Kaloplocamus maru is a species of sea slug, a nudibranch, a shell-less marine gastropod mollusc in the family Polyceridae.

==Description==
The living animal has a general orange color. The whole dorsum has brown dots except the tips or apex of the lateral appendages, which are pale yellow. The dorsum has a white diamond shaped spot that runs from the behind of the rhinophores to the tail (just behind the branchial leaves). The end of the foot is acute and has a similar color to the appendage apices. Two types of appendages are observed. The first type of appendages are longer and wider and are positioned at the margin of the sides of the animal.
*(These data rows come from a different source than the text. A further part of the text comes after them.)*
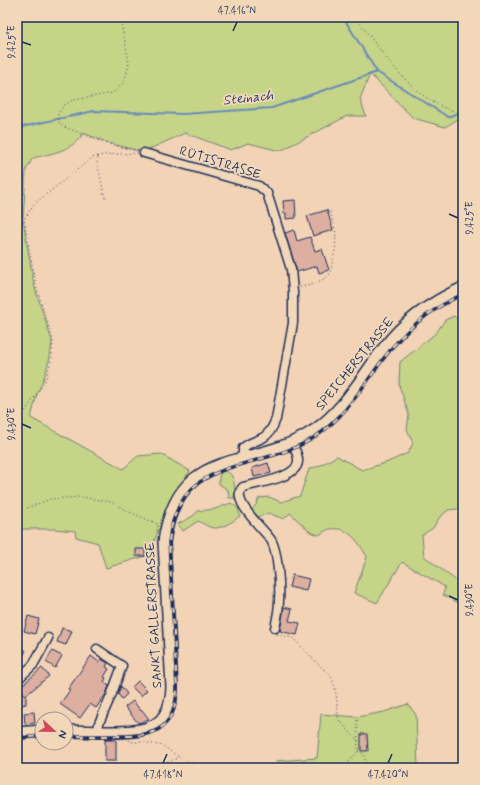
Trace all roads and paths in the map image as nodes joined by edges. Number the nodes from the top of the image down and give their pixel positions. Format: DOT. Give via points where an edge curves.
graph roads {
  1 [pos="120,17"];
  2 [pos="355,17"];
  3 [pos="463,113"];
  4 [pos="144,153"];
  5 [pos="98,157"];
  6 [pos="105,198"];
  7 [pos="330,212"];
  8 [pos="463,288"];
  9 [pos="294,292"];
  10 [pos="17,420"];
  11 [pos="292,443"];
  12 [pos="243,458"];
  13 [pos="27,508"];
  14 [pos="170,512"];
  15 [pos="157,531"];
  16 [pos="275,628"];
  17 [pos="48,638"];
  18 [pos="97,649"];
  19 [pos="17,680"];
  20 [pos="357,718"];
  21 [pos="74,731"];
  22 [pos="34,732"];
  23 [pos="98,732"];
  24 [pos="128,732"];
  25 [pos="17,734"];
  26 [pos="359,742"];
  27 [pos="358,751"];
  28 [pos="179,757"];
  29 [pos="157,768"];
  30 [pos="202,768"];
  31 [pos="344,768"];
  32 [pos="367,768"];
  1 -- 4 [label="path" via="129,62 124,82 113,93 73,100 64,105 58,114 59,122 62,126 86,136"];
  2 -- 3 [label="path" via="395,68 422,95 442,107"];
  4 -- 5 [label="path"];
  4 -- 9 [label="street, RÜTISTRASSE" via="263,189 267,193 291,269"];
  5 -- 6 [label="path"];
  5 -- 10 [label="path" via="92,158 33,205 24,220 36,286 54,340 46,378"];
  7 -- 9 [label="path" via="336,233 330,274"];
  8 -- 11 [label="main road, SPEICHERSTRASSE" via="425,309 401,328 334,415 316,430"];
  9 -- 12 [label="street, RÜTISTRASSE" via="293,323 276,419 268,434 243,448"];
  11 -- 12 [label="main road, SPEICHERSTRASSE"];
  11 -- 16 [label="street" via="298,460 293,472 243,487 240,492 249,513 269,536 274,546 279,601"];
  12 -- 14 [label="main road, SPEICHERSTRASSE" via="202,473 181,493"];
  13 -- 15 [label="path" via="51,499 82,497 112,502 158,524"];
  14 -- 24 [label="main road, SANKT GALLERSTRASSE" via="164,542 172,687 170,704 158,723 146,729"];
  16 -- 26 [label="path" via="275,634 293,638 323,670 328,671 332,677 337,700 338,719"];
  17 -- 19 [label="street" via="33,664"];
  18 -- 23 [label="street" via="122,666 99,723"];
  20 -- 26 [label="path"];
  21 -- 23 [label="main road, SANKT GALLERSTRASSE"];
  22 -- 25 [label="main road"];
  23 -- 24 [label="main road, SANKT GALLERSTRASSE"];
  24 -- 28 [label="path" via="130,742 163,746"];
  26 -- 27 [label="path"];
  27 -- 31 [label="path"];
  27 -- 32 [label="path" via="364,754"];
  28 -- 29 [label="path"];
  28 -- 30 [label="path"];
}
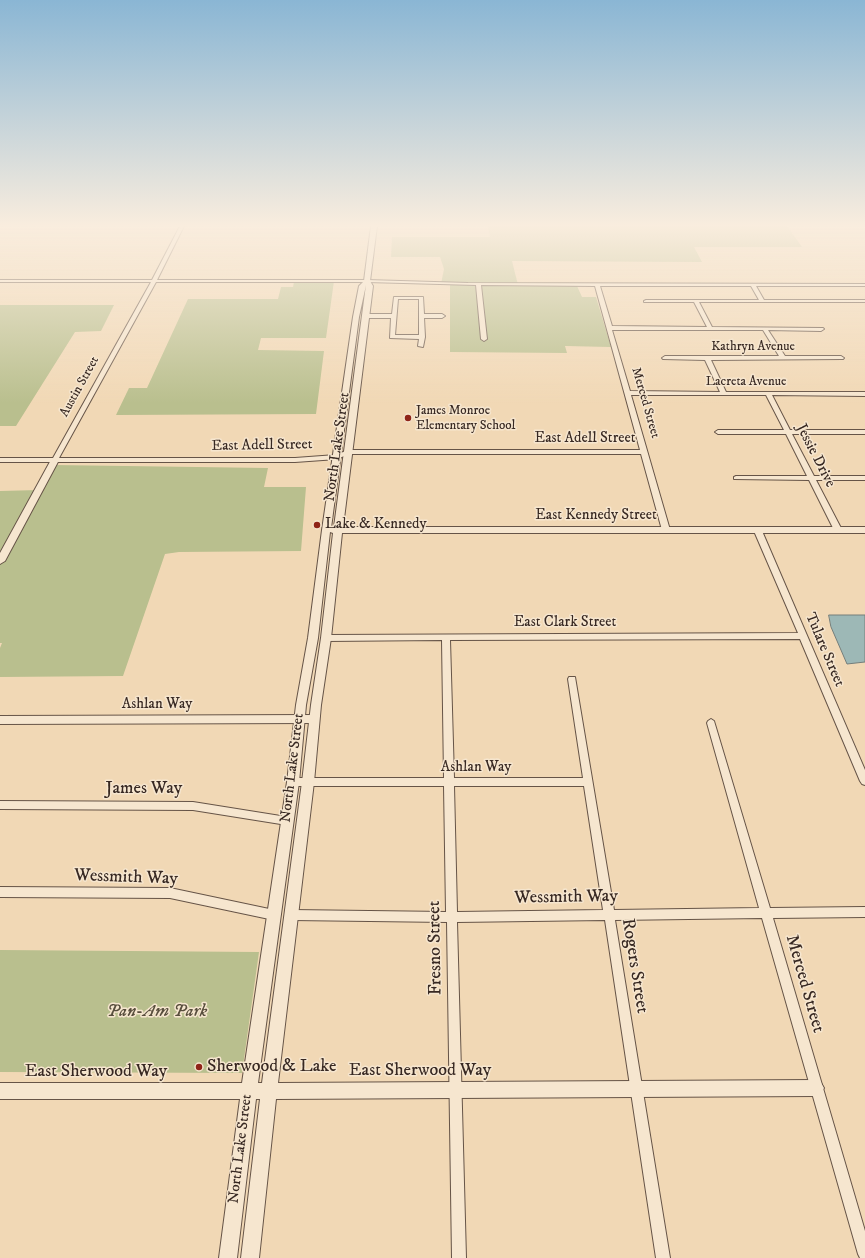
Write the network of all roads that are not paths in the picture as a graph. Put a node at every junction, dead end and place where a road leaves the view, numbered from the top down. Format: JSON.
{"nodes":[{"id":1,"x":478,"y":284,"type":"edge"},
{"id":2,"x":597,"y":284,"type":"edge"},
{"id":3,"x":752,"y":284,"type":"edge"},
{"id":4,"x":152,"y":285,"type":"edge"},
{"id":5,"x":363,"y":285,"type":"edge"},
{"id":6,"x":369,"y":285,"type":"edge"},
{"id":7,"x":832,"y":285,"type":"edge"},
{"id":8,"x":865,"y":285,"type":"edge"},
{"id":9,"x":646,"y":301,"type":"dead end"},
{"id":10,"x":696,"y":301,"type":"junction"},
{"id":11,"x":762,"y":301,"type":"junction"},
{"id":12,"x":865,"y":301,"type":"edge"},
{"id":13,"x":356,"y":316,"type":"junction"},
{"id":14,"x":365,"y":316,"type":"junction"},
{"id":15,"x":394,"y":316,"type":"junction"},
{"id":16,"x":422,"y":316,"type":"junction"},
{"id":17,"x":442,"y":316,"type":"dead end"},
{"id":18,"x":609,"y":328,"type":"junction"},
{"id":19,"x":710,"y":328,"type":"junction"},
{"id":20,"x":765,"y":329,"type":"junction"},
{"id":21,"x":821,"y":329,"type":"dead end"},
{"id":22,"x":422,"y":337,"type":"junction"},
{"id":23,"x":484,"y":340,"type":"dead end"},
{"id":24,"x":421,"y":346,"type":"dead end"},
{"id":25,"x":665,"y":358,"type":"dead end"},
{"id":26,"x":708,"y":358,"type":"junction"},
{"id":27,"x":783,"y":358,"type":"junction"},
{"id":28,"x":841,"y":358,"type":"dead end"},
{"id":29,"x":627,"y":393,"type":"junction"},
{"id":30,"x":724,"y":393,"type":"junction"},
{"id":31,"x":768,"y":393,"type":"junction"},
{"id":32,"x":865,"y":394,"type":"edge"},
{"id":33,"x":349,"y":401,"type":"junction"},
{"id":34,"x":718,"y":432,"type":"dead end"},
{"id":35,"x":788,"y":432,"type":"junction"},
{"id":36,"x":865,"y":432,"type":"edge"},
{"id":37,"x":348,"y":452,"type":"junction"},
{"id":38,"x":644,"y":452,"type":"junction"},
{"id":39,"x":337,"y":457,"type":"junction"},
{"id":40,"x":0,"y":460,"type":"edge"},
{"id":41,"x":55,"y":460,"type":"junction"},
{"id":42,"x":736,"y":478,"type":"dead end"},
{"id":43,"x":811,"y":478,"type":"junction"},
{"id":44,"x":865,"y":478,"type":"edge"},
{"id":45,"x":332,"y":530,"type":"junction"},
{"id":46,"x":666,"y":530,"type":"junction"},
{"id":47,"x":838,"y":530,"type":"junction"},
{"id":48,"x":865,"y":530,"type":"edge"},
{"id":49,"x":758,"y":531,"type":"junction"},
{"id":50,"x":0,"y":561,"type":"edge"},
{"id":51,"x":803,"y":636,"type":"junction"},
{"id":52,"x":446,"y":637,"type":"junction"},
{"id":53,"x":326,"y":638,"type":"junction"},
{"id":54,"x":572,"y":679,"type":"dead end"},
{"id":55,"x":300,"y":719,"type":"junction"},
{"id":56,"x":314,"y":719,"type":"junction"},
{"id":57,"x":0,"y":720,"type":"edge"},
{"id":58,"x":711,"y":723,"type":"dead end"},
{"id":59,"x":861,"y":761,"type":"edge"},
{"id":60,"x":865,"y":781,"type":"edge"},
{"id":61,"x":293,"y":782,"type":"junction"},
{"id":62,"x":308,"y":782,"type":"junction"},
{"id":63,"x":449,"y":782,"type":"junction"},
{"id":64,"x":588,"y":782,"type":"junction"},
{"id":65,"x":0,"y":805,"type":"edge"},
{"id":66,"x":287,"y":821,"type":"junction"},
{"id":67,"x":0,"y":892,"type":"edge"},
{"id":68,"x":865,"y":912,"type":"edge"},
{"id":69,"x":767,"y":913,"type":"junction"},
{"id":70,"x":274,"y":915,"type":"junction"},
{"id":71,"x":292,"y":915,"type":"junction"},
{"id":72,"x":609,"y":915,"type":"junction"},
{"id":73,"x":452,"y":916,"type":"junction"},
{"id":74,"x":816,"y":1088,"type":"junction"},
{"id":75,"x":636,"y":1089,"type":"junction"},
{"id":76,"x":456,"y":1090,"type":"junction"},
{"id":77,"x":0,"y":1091,"type":"edge"},
{"id":78,"x":249,"y":1091,"type":"junction"},
{"id":79,"x":269,"y":1091,"type":"junction"},
{"id":80,"x":865,"y":1254,"type":"edge"},
{"id":81,"x":228,"y":1258,"type":"edge"},
{"id":82,"x":250,"y":1258,"type":"edge"},
{"id":83,"x":459,"y":1258,"type":"edge"},
{"id":84,"x":663,"y":1258,"type":"edge"}],
"edges":[{"from":1,"to":23,"type":"street"},
{"from":2,"to":18,"type":"street","name":"Merced Street"},
{"from":3,"to":11,"type":"street"},
{"from":4,"to":41,"type":"street","name":"Austin Street"},
{"from":5,"to":13,"type":"street","name":"North Lake Street"},
{"from":6,"to":14,"type":"street","name":"North Lake Street"},
{"from":7,"to":8,"type":"street"},
{"from":9,"to":10,"type":"street"},
{"from":10,"to":11,"type":"street"},
{"from":10,"to":19,"type":"street"},
{"from":11,"to":12,"type":"street"},
{"from":13,"to":14,"type":"street"},
{"from":13,"to":33,"type":"street","name":"North Lake Street"},
{"from":14,"to":15,"type":"street"},
{"from":14,"to":33,"type":"street","name":"North Lake Street"},
{"from":15,"to":16,"type":"street"},
{"from":15,"to":22,"type":"street"},
{"from":16,"to":17,"type":"street"},
{"from":16,"to":22,"type":"street"},
{"from":18,"to":19,"type":"street"},
{"from":18,"to":29,"type":"street","name":"Merced Street"},
{"from":19,"to":20,"type":"street"},
{"from":20,"to":21,"type":"street"},
{"from":20,"to":27,"type":"street"},
{"from":22,"to":24,"type":"street"},
{"from":25,"to":26,"type":"street","name":"Kathryn Avenue"},
{"from":26,"to":27,"type":"street","name":"Kathryn Avenue"},
{"from":26,"to":30,"type":"street"},
{"from":27,"to":28,"type":"street","name":"Kathryn Avenue"},
{"from":29,"to":30,"type":"street","name":"Lacreta Avenue"},
{"from":29,"to":38,"type":"street","name":"Merced Street"},
{"from":30,"to":31,"type":"street","name":"Lacreta Avenue"},
{"from":31,"to":32,"type":"street","name":"Lacreta Avenue"},
{"from":31,"to":35,"type":"street","name":"Jessie Drive"},
{"from":33,"to":37,"type":"street","name":"North Lake Street"},
{"from":33,"to":39,"type":"street","name":"North Lake Street"},
{"from":34,"to":35,"type":"street"},
{"from":35,"to":36,"type":"street"},
{"from":35,"to":43,"type":"street","name":"Jessie Drive"},
{"from":37,"to":38,"type":"street","name":"East Adell Street"},
{"from":37,"to":39,"type":"street","name":"East Adell Street"},
{"from":37,"to":45,"type":"street","name":"North Lake Street"},
{"from":38,"to":46,"type":"street","name":"Merced Street"},
{"from":39,"to":41,"type":"street","name":"East Adell Street"},
{"from":39,"to":45,"type":"street","name":"North Lake Street"},
{"from":40,"to":41,"type":"street","name":"East Adell Street"},
{"from":41,"to":50,"type":"street","name":"Austin Street"},
{"from":42,"to":43,"type":"street"},
{"from":43,"to":44,"type":"street"},
{"from":43,"to":47,"type":"street","name":"Jessie Drive"},
{"from":45,"to":46,"type":"street","name":"East Kennedy Street"},
{"from":45,"to":53,"type":"street","name":"North Lake Street"},
{"from":45,"to":55,"type":"street","name":"North Lake Street"},
{"from":46,"to":49,"type":"street","name":"East Kennedy Street"},
{"from":47,"to":48,"type":"street","name":"East Kennedy Street"},
{"from":47,"to":49,"type":"street","name":"East Kennedy Street"},
{"from":49,"to":51,"type":"street","name":"Tulare Street"},
{"from":51,"to":52,"type":"street","name":"East Clark Street"},
{"from":51,"to":59,"type":"street","name":"Tulare Street"},
{"from":52,"to":53,"type":"street","name":"East Clark Street"},
{"from":52,"to":63,"type":"street","name":"Fresno Street"},
{"from":53,"to":56,"type":"street","name":"North Lake Street"},
{"from":54,"to":64,"type":"street","name":"Rogers Street"},
{"from":55,"to":56,"type":"street","name":"Ashlan Way"},
{"from":55,"to":57,"type":"street","name":"Ashlan Way"},
{"from":55,"to":61,"type":"street","name":"North Lake Street"},
{"from":56,"to":62,"type":"street","name":"North Lake Street"},
{"from":58,"to":69,"type":"street","name":"Merced Street"},
{"from":59,"to":60,"type":"street","name":"Tulare Street"},
{"from":61,"to":62,"type":"street","name":"Ashlan Way"},
{"from":61,"to":66,"type":"street","name":"North Lake Street"},
{"from":62,"to":63,"type":"street","name":"Ashlan Way"},
{"from":62,"to":71,"type":"street","name":"North Lake Street"},
{"from":63,"to":64,"type":"street","name":"Ashlan Way"},
{"from":63,"to":73,"type":"street","name":"Fresno Street"},
{"from":64,"to":72,"type":"street","name":"Rogers Street"},
{"from":65,"to":66,"type":"street","name":"James Way"},
{"from":66,"to":70,"type":"street","name":"North Lake Street"},
{"from":67,"to":70,"type":"street","name":"Wessmith Way"},
{"from":68,"to":69,"type":"street","name":"Wessmith Way"},
{"from":69,"to":72,"type":"street","name":"Wessmith Way"},
{"from":69,"to":74,"type":"street","name":"Merced Street"},
{"from":70,"to":78,"type":"street","name":"North Lake Street"},
{"from":71,"to":73,"type":"street","name":"Wessmith Way"},
{"from":71,"to":79,"type":"street","name":"North Lake Street"},
{"from":72,"to":73,"type":"street","name":"Wessmith Way"},
{"from":72,"to":75,"type":"street","name":"Rogers Street"},
{"from":73,"to":76,"type":"street","name":"Fresno Street"},
{"from":74,"to":75,"type":"street","name":"East Sherwood Way"},
{"from":74,"to":80,"type":"street","name":"Merced Street"},
{"from":75,"to":76,"type":"street","name":"East Sherwood Way"},
{"from":75,"to":84,"type":"street","name":"Rogers Street"},
{"from":76,"to":79,"type":"street","name":"East Sherwood Way"},
{"from":76,"to":83,"type":"street","name":"Fresno Street"},
{"from":77,"to":78,"type":"street","name":"East Sherwood Way"},
{"from":78,"to":79,"type":"street","name":"East Sherwood Way"},
{"from":78,"to":81,"type":"street","name":"North Lake Street"},
{"from":79,"to":82,"type":"street","name":"North Lake Street"}]}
These appendages have apical ramifications that are rounded at the base with a long, thin and sharp prolongation. Small acute ramifications cover the remaining parts of the appendage. The second type of appendage is thin, long with many small sharp, thin and long simple ramifications. These appendages are present on the entire body, sides, foot, and dorsum. The oral veil has four appendages, two of which are longer, situated at the lateral edges of the oral veil and two that are shorter situated in the center. The rhinophores have a lamellate clavus and a peduncule with acute ramifications. Each rhinophoral sheath edge has three ramifications. The middle one is virtually identical to the lateral appendages. The other two ramifications are similar to the smaller tentacles of the rest of the body. The oral tentacles are simple folds of the mantle with the appearance of cylinders. The three branchial leaves are tripinnate. They have the same simple and thin ramifications as the smaller appendages.

==Distribution==
The type locality for this species is Palau.